[WORK TASK] Bring together every line in the data that includes "Baron".

▽

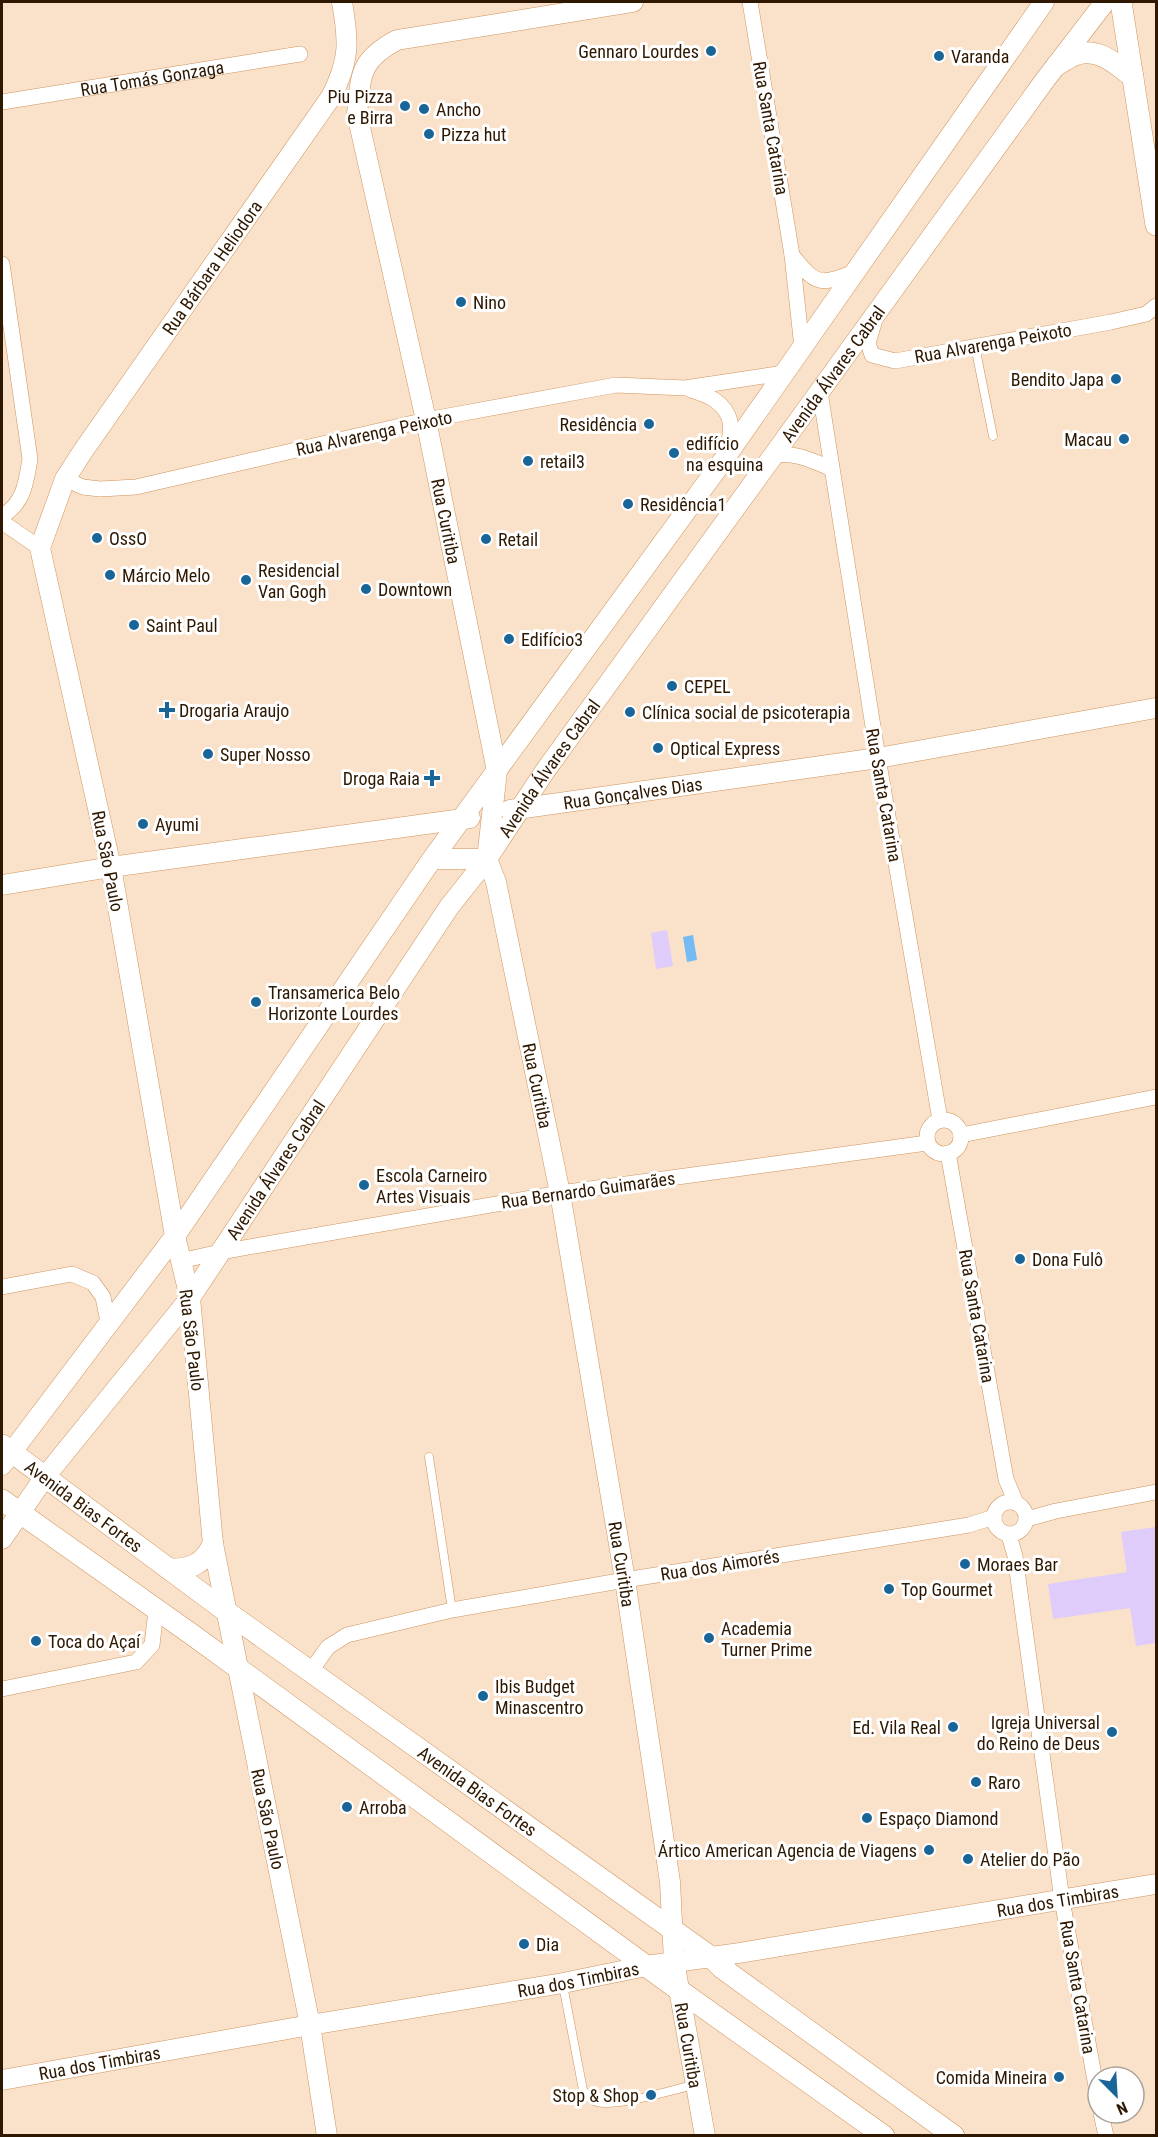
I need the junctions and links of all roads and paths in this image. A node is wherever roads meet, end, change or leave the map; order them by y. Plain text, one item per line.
1 (342, 2) edge
2 (633, 2) edge
3 (750, 2) edge
4 (1044, 2) edge
5 (1106, 2) edge
6 (1121, 2) edge
7 (300, 54) dead end
8 (1057, 65) junction
9 (1133, 76) junction
10 (331, 98) junction
11 (2, 102) edge
12 (357, 114) junction
13 (1156, 225) edge
14 (792, 255) junction
15 (2, 264) edge
16 (857, 271) junction
17 (1156, 306) edge
18 (878, 313) junction
19 (975, 346) junction
20 (802, 348) junction
21 (784, 373) junction
22 (686, 388) junction
23 (820, 392) junction
24 (426, 420) junction
25 (993, 436) dead end
26 (727, 455) junction
27 (774, 455) junction
28 (830, 468) junction
29 (65, 479) junction
30 (2, 516) edge
31 (2, 522) edge
32 (40, 548) junction
33 (1156, 708) edge
34 (878, 758) junction
35 (496, 771) junction
36 (518, 809) junction
37 (492, 813) junction
38 (462, 820) junction
39 (432, 859) junction
40 (487, 859) junction
41 (111, 867) junction
42 (2, 885) edge
43 (1156, 1097) edge
44 (940, 1120) junction
45 (961, 1135) junction
46 (927, 1143) junction
47 (948, 1153) junction
48 (560, 1193) junction
49 (175, 1236) junction
50 (220, 1252) junction
51 (180, 1261) junction
52 (2, 1287) edge
53 (190, 1298) junction
54 (108, 1322) junction
55 (5, 1454) edge
56 (429, 1457) dead end
57 (44, 1478) junction
58 (1156, 1492) edge
59 (2, 1500) edge
60 (1018, 1509) junction
61 (20, 1514) junction
62 (994, 1521) junction
63 (1013, 1534) junction
64 (2, 1539) edge
65 (213, 1544) junction
66 (169, 1569) junction
67 (625, 1580) junction
68 (452, 1610) junction
69 (156, 1611) junction
70 (227, 1612) junction
71 (237, 1668) junction
72 (310, 1672) junction
73 (2, 1689) edge
74 (1156, 1884) edge
75 (1062, 1900) junction
76 (671, 1930) junction
77 (711, 1958) junction
78 (674, 1961) junction
79 (646, 1966) junction
80 (563, 1983) junction
81 (679, 1990) junction
82 (310, 2025) junction
83 (1092, 2065) edge
84 (2, 2080) edge
85 (696, 2084) junction
86 (327, 2136) edge
87 (705, 2136) edge
88 (884, 2136) edge
89 (954, 2136) edge

1 - 10 street, Rua Bárbara Heliodora
2 - 12 street, Rua Curitiba
3 - 14 street, Rua Santa Catarina
4 - 16 street
5 - 8 street, Avenida Álvares Cabral
6 - 9 main road
7 - 11 street, Rua Tomás Gonzaga
8 - 9 main road
8 - 18 street, Avenida Álvares Cabral
9 - 13 main road
10 - 12 street
10 - 29 street, Rua Bárbara Heliodora
12 - 24 street, Rua Curitiba
14 - 16 street
14 - 20 street, Rua Santa Catarina
15 - 30 street
16 - 20 street
17 - 19 street, Rua Alvarenga Peixoto
18 - 19 street, Rua Alvarenga Peixoto
18 - 23 street, Avenida Álvares Cabral
19 - 25 lane
20 - 21 street
21 - 22 street, Rua Alvarenga Peixoto
21 - 26 street
22 - 24 street, Rua Alvarenga Peixoto
22 - 26 street, Rua Alvarenga Peixoto
23 - 27 street, Avenida Álvares Cabral
23 - 28 street, Rua Santa Catarina
24 - 29 street, Rua Alvarenga Peixoto
24 - 35 street, Rua Curitiba
26 - 35 street
27 - 28 street
27 - 36 street, Avenida Álvares Cabral
28 - 34 street, Rua Santa Catarina
29 - 32 street
31 - 32 street
32 - 41 street, Rua São Paulo
33 - 34 street, Rua Gonçalves Dias
34 - 36 street, Rua Gonçalves Dias
34 - 44 street, Rua Santa Catarina
35 - 37 street, Rua Curitiba
35 - 38 street
36 - 37 street, Rua Gonçalves Dias
36 - 40 street, Avenida Álvares Cabral
37 - 38 street, Rua Gonçalves Dias
37 - 40 street, Rua Curitiba
38 - 39 street
38 - 41 street, Rua Gonçalves Dias
39 - 40 street
39 - 49 street
40 - 48 street, Rua Curitiba
40 - 50 street, Avenida Álvares Cabral
41 - 42 street, Rua Gonçalves Dias
41 - 49 street, Rua São Paulo
43 - 45 street
44 - 45 street
44 - 46 street
45 - 47 street
46 - 47 street
46 - 48 street, Rua Bernardo Guimarães
47 - 60 street, Rua Santa Catarina
48 - 50 street, Rua Bernardo Guimarães
48 - 67 street, Rua Curitiba
49 - 51 street, Rua São Paulo
49 - 54 street
50 - 51 street, Rua Bernardo Guimarães
50 - 53 street, Avenida Álvares Cabral
51 - 53 street, Rua São Paulo
52 - 54 street
53 - 57 street, Avenida Álvares Cabral
53 - 65 street, Rua São Paulo
54 - 55 street
55 - 57 main road, Avenida Bias Fortes
56 - 68 lane
57 - 61 street, Avenida Álvares Cabral
57 - 66 main road, Avenida Bias Fortes
58 - 60 street
59 - 61 main road
60 - 62 street
60 - 63 street
61 - 64 street, Avenida Álvares Cabral
61 - 69 main road
62 - 63 street
62 - 67 street, Rua dos Aimorés
63 - 75 street, Rua Santa Catarina
65 - 66 main road
65 - 70 street, Rua São Paulo
66 - 70 main road, Avenida Bias Fortes
67 - 68 street, Rua dos Aimorés
67 - 76 street, Rua Curitiba
68 - 72 street, Rua dos Aimorés
69 - 71 main road
69 - 73 street
70 - 71 street, Rua São Paulo
70 - 72 main road, Avenida Bias Fortes
71 - 79 main road
71 - 82 street, Rua São Paulo
72 - 76 main road, Avenida Bias Fortes
74 - 75 street, Rua dos Timbiras
75 - 77 street, Rua dos Timbiras
75 - 83 street, Rua Santa Catarina
76 - 77 main road, Avenida Bias Fortes
76 - 78 street, Rua Curitiba
77 - 78 street, Rua dos Timbiras
77 - 89 main road, Avenida Bias Fortes
78 - 79 street, Rua dos Timbiras
78 - 81 street, Rua Curitiba
79 - 80 street, Rua dos Timbiras
79 - 81 main road
80 - 82 street, Rua dos Timbiras
80 - 85 lane
81 - 85 street, Rua Curitiba
81 - 88 main road
82 - 84 street, Rua dos Timbiras
82 - 86 street, Rua São Paulo
85 - 87 street, Rua Curitiba

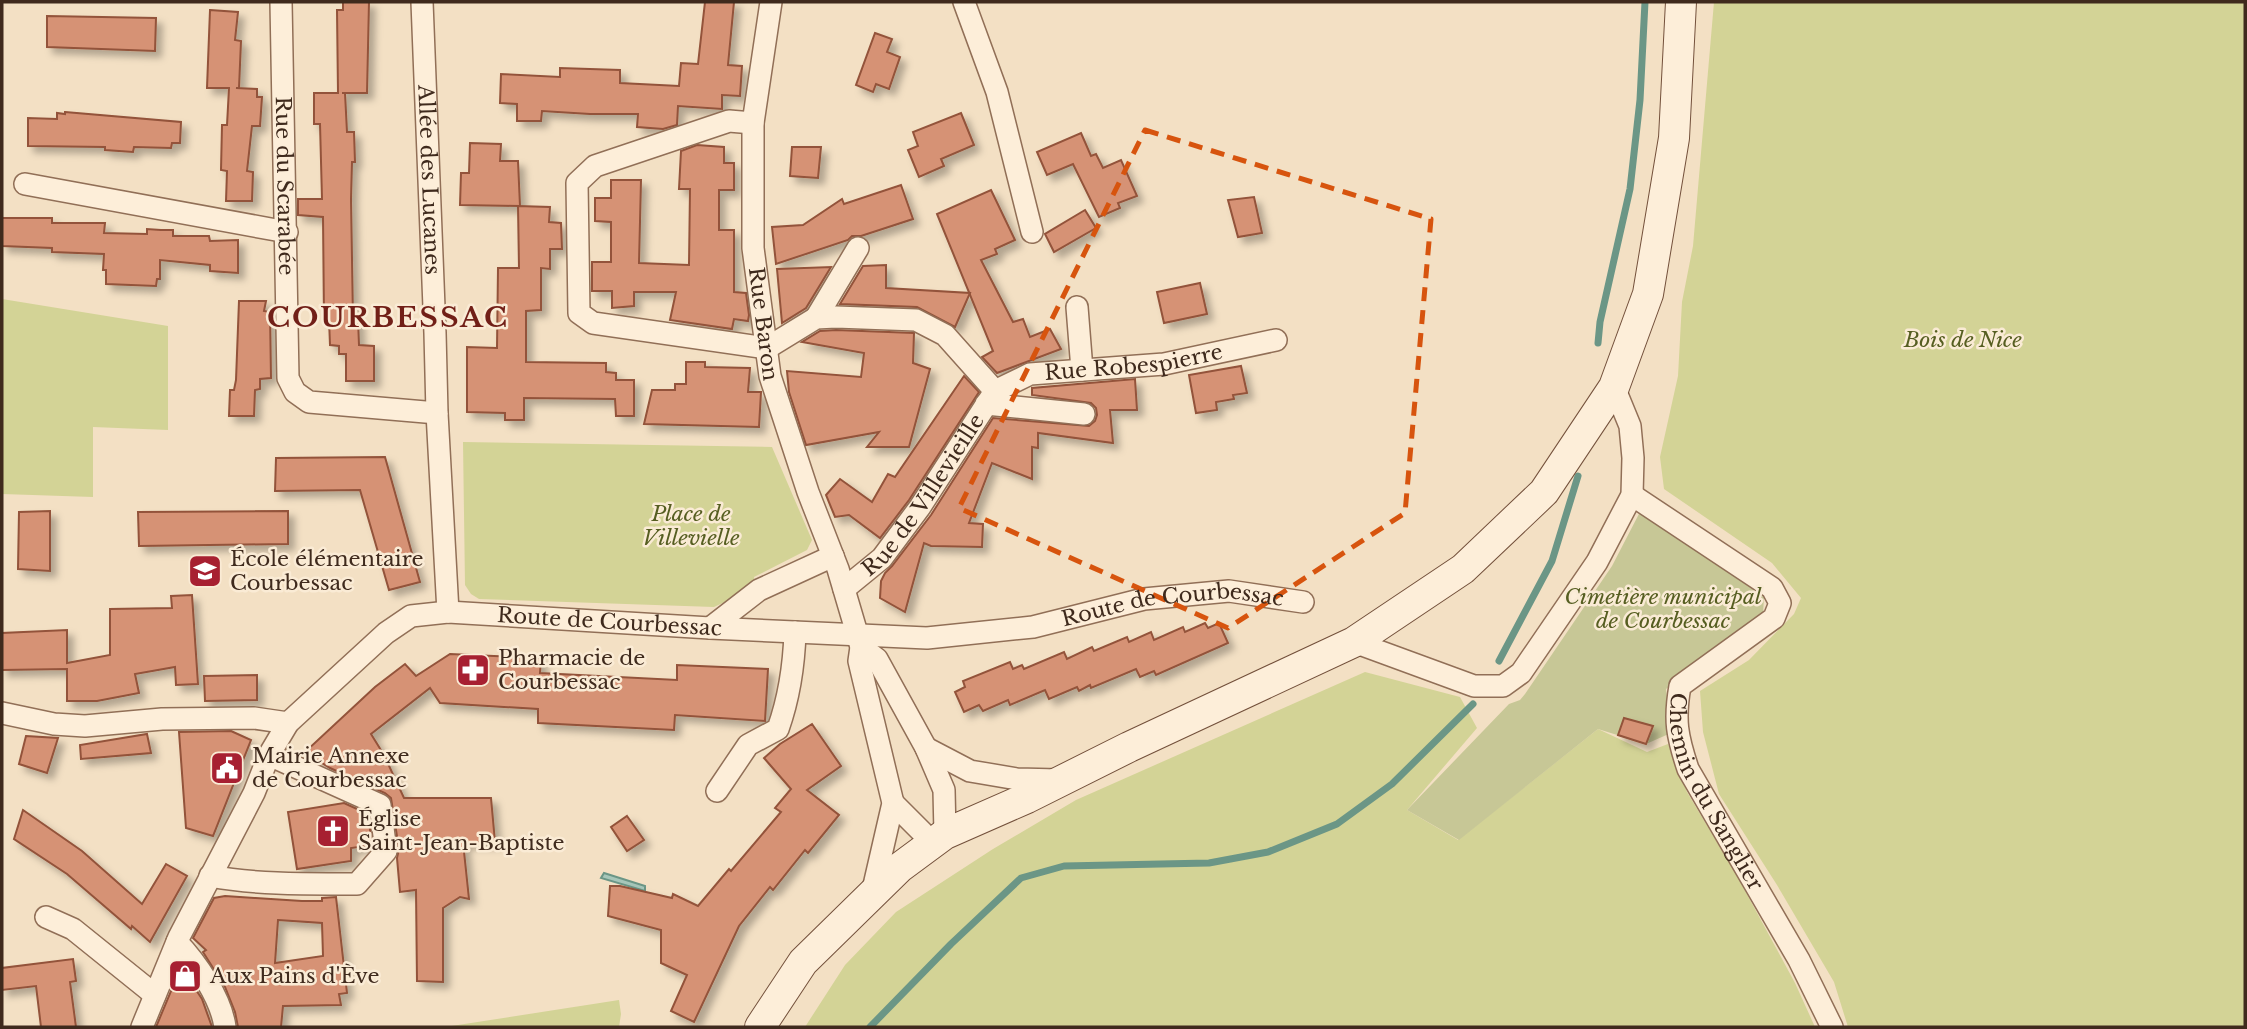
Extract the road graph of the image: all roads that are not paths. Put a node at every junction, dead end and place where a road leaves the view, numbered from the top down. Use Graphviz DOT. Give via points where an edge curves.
graph roads {
  1 [pos="281,2"];
  2 [pos="422,2"];
  3 [pos="771,2"];
  4 [pos="964,2"];
  5 [pos="1681,2"];
  6 [pos="753,122"];
  7 [pos="25,184"];
  8 [pos="286,232"];
  9 [pos="1032,232"];
  10 [pos="858,248"];
  11 [pos="1077,307"];
  12 [pos="816,318"];
  13 [pos="1276,340"];
  14 [pos="767,348"];
  15 [pos="1082,370"];
  16 [pos="1614,387"];
  17 [pos="990,398"];
  18 [pos="437,413"];
  19 [pos="1084,414"];
  20 [pos="1632,495"];
  21 [pos="833,556"];
  22 [pos="844,589"];
  23 [pos="1303,602"];
  24 [pos="448,612"];
  25 [pos="710,628"];
  26 [pos="795,632"];
  27 [pos="859,640"];
  28 [pos="1354,642"];
  29 [pos="2,713"];
  30 [pos="288,723"];
  31 [pos="926,748"];
  32 [pos="269,755"];
  33 [pos="1061,780"];
  34 [pos="717,791"];
  35 [pos="893,803"];
  36 [pos="939,838"];
  37 [pos="210,876"];
  38 [pos="872,894"];
  39 [pos="46,917"];
  40 [pos="177,942"];
  41 [pos="155,995"];
  42 [pos="142,1027"];
  43 [pos="225,1027"];
  44 [pos="760,1027"];
  45 [pos="1832,1027"];
  1 -- 8 [label="street, Rue du Scarabée"];
  2 -- 18 [label="street, Allée des Lucanes"];
  3 -- 6 [label="street, Rue Baron"];
  4 -- 9 [label="street" via="997,92"];
  5 -- 16 [label="street" via="1674,138 1648,294"];
  6 -- 14 [label="street, Rue Baron" via="753,248"];
  6 -- 14 [label="street" via="729,121 595,166 577,183 579,313 593,323"];
  7 -- 8 [label="street"];
  8 -- 18 [label="street, Rue du Scarabée" via="288,378 295,392 309,402"];
  10 -- 12 [label="street"];
  11 -- 15 [label="street"];
  12 -- 14 [label="street"];
  12 -- 17 [label="street" via="916,320 945,335"];
  13 -- 15 [label="street, Rue Robespierre" via="1164,364"];
  14 -- 21 [label="street, Rue Baron" via="770,376"];
  15 -- 17 [label="street, Rue Robespierre" via="1030,374"];
  16 -- 20 [label="street" via="1630,426"];
  16 -- 28 [label="street" via="1544,492 1463,569"];
  17 -- 19 [label="street"];
  17 -- 22 [label="street, Rue de Villevieille" via="882,558"];
  18 -- 24 [label="street, Allée des Lucanes"];
  20 -- 28 [label="street" via="1590,573 1521,673 1503,686 1474,686"];
  20 -- 45 [label="street, Chemin du Sanglier" via="1772,588 1780,603 1774,618 1680,686 1675,713 1678,741 1688,769 1799,960"];
  21 -- 22 [label="street, Rue Baron"];
  21 -- 25 [label="street" via="759,590"];
  22 -- 27 [label="street, Rue Baron"];
  23 -- 27 [label="street, Route de Courbessac" via="1229,591 1144,599 1033,627"];
  24 -- 25 [label="street, Route de Courbessac"];
  24 -- 30 [label="street, Route de Courbessac" via="411,615"];
  25 -- 26 [label="street, Route de Courbessac"];
  26 -- 27 [label="street, Route de Courbessac"];
  26 -- 34 [label="street" via="786,707 778,729 748,745"];
  27 -- 31 [label="street" via="877,659"];
  27 -- 35 [label="street" via="859,662"];
  28 -- 33 [label="street"];
  29 -- 30 [label="street" via="85,726 162,719 254,718"];
  30 -- 32 [label="street, Route de Courbessac"];
  31 -- 33 [label="street" via="970,771"];
  31 -- 36 [label="street" via="944,790"];
  32 -- 37 [label="street, Route de Courbessac"];
  32 -- 37 [label="street" via="380,806 386,851 357,884 284,884"];
  33 -- 36 [label="street"];
  35 -- 36 [label="street"];
  35 -- 38 [label="street"];
  36 -- 38 [label="street"];
  37 -- 40 [label="street, Route de Courbessac"];
  38 -- 44 [label="street" via="803,962"];
  39 -- 41 [label="street" via="73,929"];
  40 -- 41 [label="street, Route de Courbessac"];
  40 -- 43 [label="street" via="223,1012"];
  41 -- 42 [label="street, Route de Courbessac"];
}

△

[SOLUTION TO THE PROBLEM]
  3 -- 6 [label="street, Rue Baron"];
  6 -- 14 [label="street, Rue Baron" via="753,248"];
  14 -- 21 [label="street, Rue Baron" via="770,376"];
  21 -- 22 [label="street, Rue Baron"];
  22 -- 27 [label="street, Rue Baron"];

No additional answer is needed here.